The Matt Damon–John Krasinski drama Promised Land continued to struggle as it expanded nationwide. From director Gus Van Sant, the movie placed No. 10 with a gross of $4.3 million from 1,675 theaters.
Kathryn Bigelow’s Zero Dark Thirty continued to dominate at the specialty box office as it expanded into an additional nine cities, grossing $2.75 million from 60 theaters for a stellar location average of $45,834. The film has earned $4.5 million since opening in Dec. 19 in New York and Los Angeles.
Zero Dark Thirty has sparked the ire of some lawmakers on Capitol Hill, who maintain the film — chronicling the U.S. government’s decadelong hunt for Osama bin Laden — puts too much emphasis on the role torture played in tracking him down. Last week, the U.S. Senate Intelligence Committee said it would investigate whether the CIA gave classified information to Bigelow and screenwriter Mark Boal.
The controversy doesn’t appear to be diminishing interest in the film, which expands nationwide Jan. 11. The top five theaters for Zero Dark Thirty included locations in Orange County, Texas and Chicago, and the movie was No. 1 in 29 of the top 30 theaters and 51 out of 61 overall.
Sony Pictures Classics’ Amour continued to play nicely in three theaters in New York and Los Angeles, grossing $63,596 in its third weekend for cume of $315,011 and location average of $21,199, the second-best of the weekend after Zero Dark Thirty.
Summit Entertainment’s tsunami drama The Impossible upped its theater count to 572, grossing $2.8 million for a cume of $3.4 million and location average of $4,825.
Starring Naomi Watts and Ewan McGregor, the film continues to make headlines overseas, where it has grossed an outstanding $81.2 million. The Impossible opened in the U.K. during the weekend, taking in $6.4 million including previews. That was good enough to put the drama in a close race with Hobbit for No. 1.
In North America, The Impossible was beaten by Silver Linings Playbook, which grossed $3.6 million from 745 theaters in its eighth weekend for a cume of $34.7 million. The Bradley Cooper–Jennifer Lawrence starrer fell only 11 percent from last weekend.

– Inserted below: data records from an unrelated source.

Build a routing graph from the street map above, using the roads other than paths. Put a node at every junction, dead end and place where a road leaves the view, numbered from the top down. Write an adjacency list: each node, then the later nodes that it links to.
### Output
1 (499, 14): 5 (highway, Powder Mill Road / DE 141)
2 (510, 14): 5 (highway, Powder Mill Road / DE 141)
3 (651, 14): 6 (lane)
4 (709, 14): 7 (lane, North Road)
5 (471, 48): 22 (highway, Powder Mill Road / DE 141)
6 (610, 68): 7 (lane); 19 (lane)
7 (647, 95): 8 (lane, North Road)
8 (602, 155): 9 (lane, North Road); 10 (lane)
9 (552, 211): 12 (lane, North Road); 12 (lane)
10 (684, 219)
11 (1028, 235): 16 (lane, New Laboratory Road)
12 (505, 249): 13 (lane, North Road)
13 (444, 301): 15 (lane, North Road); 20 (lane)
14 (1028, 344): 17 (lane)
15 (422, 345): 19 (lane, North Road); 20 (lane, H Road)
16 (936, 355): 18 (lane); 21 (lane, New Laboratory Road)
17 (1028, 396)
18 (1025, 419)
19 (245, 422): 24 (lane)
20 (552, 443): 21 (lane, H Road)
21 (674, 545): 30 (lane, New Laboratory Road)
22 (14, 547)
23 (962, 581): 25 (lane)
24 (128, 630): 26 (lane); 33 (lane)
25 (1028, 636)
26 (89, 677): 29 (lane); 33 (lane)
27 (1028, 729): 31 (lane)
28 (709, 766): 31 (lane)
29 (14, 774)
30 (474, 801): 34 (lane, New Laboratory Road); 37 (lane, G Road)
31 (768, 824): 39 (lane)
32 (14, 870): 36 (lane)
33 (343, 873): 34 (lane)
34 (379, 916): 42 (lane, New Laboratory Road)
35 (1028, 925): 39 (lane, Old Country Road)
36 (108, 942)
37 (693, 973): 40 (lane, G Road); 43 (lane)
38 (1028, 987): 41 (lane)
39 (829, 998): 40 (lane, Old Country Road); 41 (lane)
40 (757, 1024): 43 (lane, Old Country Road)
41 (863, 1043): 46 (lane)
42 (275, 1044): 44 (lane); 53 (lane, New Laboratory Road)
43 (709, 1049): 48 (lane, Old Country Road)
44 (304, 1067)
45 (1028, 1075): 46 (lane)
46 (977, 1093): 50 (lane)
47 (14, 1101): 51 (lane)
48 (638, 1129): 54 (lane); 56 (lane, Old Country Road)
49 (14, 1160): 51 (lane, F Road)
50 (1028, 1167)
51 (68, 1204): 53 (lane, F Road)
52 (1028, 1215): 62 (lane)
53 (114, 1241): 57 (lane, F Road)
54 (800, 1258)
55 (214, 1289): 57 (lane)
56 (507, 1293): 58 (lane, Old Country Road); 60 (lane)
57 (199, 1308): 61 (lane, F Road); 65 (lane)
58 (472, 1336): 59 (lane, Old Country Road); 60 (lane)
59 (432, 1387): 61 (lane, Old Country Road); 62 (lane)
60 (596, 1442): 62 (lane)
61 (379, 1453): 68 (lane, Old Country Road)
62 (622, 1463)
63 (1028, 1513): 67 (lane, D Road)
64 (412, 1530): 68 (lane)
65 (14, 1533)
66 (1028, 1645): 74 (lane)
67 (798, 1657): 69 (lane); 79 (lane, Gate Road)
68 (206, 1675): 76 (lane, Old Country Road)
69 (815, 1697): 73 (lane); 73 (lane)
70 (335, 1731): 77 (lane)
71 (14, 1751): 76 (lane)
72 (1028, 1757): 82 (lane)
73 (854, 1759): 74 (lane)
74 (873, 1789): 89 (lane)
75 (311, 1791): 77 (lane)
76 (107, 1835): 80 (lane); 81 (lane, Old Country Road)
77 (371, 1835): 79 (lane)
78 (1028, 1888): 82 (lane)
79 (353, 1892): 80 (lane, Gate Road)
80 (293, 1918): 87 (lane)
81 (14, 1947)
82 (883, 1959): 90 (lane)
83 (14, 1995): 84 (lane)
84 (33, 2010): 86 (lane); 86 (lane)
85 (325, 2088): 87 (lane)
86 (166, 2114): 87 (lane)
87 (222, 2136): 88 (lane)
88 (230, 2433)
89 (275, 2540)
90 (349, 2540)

The Met: Live in HD’s live Saturday broadcast of Les Troyen took in $1.3 million from 800 theaters in North America. An additional 45,000 opera fans saw the live broadcast in 650 theaters in 28 countries.
Here are the full results for the weekend of Jan. 4-6 at domestic box office:
Title, Weeks in release/Theater count, Studio, Three-day weekend total, Cume
1. Texas Chainsaw 3D, 1/2,654, Lionsgate, $23 million.
2. Django Unchained, 2/3,010, The Weinstein Co., $20.1 million, $106.4 million.
3. The Hobbit: An Unexpected Journey, 4/3,755, New Line/MGM, $17.5 million, $263.8 million.
4. Les Miserables, 2/2,904, Universal, $16.1 million, $103.6 million.
5. Parental Guidance, 2/3,368, 20th Century Fox, $10.1 million, $52.8 million.
6. Jack Reacher, 3/3,288, Paramount, $9.3 million, $64.8 million.
7. This Is 40, 3/2,931, Universal, $8.6 million, $54.5 million.
8. Lincoln, 9/1,901, Disney/DreamWorks, $5.3 million, $143.9 million.
9. The Guilt Trip, 3/2,312, Paramount, $4.5 million, $31.2 million.
10. Promised Land, 2/1,675, Focus Features, $4.3 million, $4.7 million.